» Problem requirements: Among the records below, find the lines containing "roads" and state only how many there are.
Information provided section start
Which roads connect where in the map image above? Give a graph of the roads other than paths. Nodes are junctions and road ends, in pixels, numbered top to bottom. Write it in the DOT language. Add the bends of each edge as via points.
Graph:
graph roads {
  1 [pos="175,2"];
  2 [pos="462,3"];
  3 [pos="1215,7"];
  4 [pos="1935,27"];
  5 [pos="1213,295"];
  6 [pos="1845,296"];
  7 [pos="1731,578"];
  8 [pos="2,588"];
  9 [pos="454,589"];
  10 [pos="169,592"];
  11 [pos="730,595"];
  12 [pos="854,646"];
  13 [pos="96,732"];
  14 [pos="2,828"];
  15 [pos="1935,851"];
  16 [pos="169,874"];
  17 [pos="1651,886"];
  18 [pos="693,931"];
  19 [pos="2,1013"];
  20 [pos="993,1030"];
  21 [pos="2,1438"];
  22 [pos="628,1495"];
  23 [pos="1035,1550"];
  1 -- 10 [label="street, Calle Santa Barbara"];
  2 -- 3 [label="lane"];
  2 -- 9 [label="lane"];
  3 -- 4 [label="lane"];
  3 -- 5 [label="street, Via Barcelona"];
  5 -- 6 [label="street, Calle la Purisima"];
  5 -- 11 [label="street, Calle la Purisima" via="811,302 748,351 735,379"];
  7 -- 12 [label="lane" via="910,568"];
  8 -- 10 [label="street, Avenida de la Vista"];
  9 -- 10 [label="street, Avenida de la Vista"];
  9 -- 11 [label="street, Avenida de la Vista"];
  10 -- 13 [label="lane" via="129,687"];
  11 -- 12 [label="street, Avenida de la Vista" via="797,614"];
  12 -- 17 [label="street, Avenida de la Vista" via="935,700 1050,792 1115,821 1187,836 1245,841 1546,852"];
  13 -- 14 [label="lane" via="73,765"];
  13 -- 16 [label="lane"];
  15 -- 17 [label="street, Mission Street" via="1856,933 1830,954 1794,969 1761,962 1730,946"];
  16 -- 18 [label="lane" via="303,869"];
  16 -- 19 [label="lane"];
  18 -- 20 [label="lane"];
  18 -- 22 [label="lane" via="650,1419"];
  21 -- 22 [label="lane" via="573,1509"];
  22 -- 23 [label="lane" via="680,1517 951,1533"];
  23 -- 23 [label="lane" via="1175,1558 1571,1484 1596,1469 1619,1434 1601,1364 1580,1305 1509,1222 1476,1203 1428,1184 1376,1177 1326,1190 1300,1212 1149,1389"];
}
Information provided section end
» Finished task: 2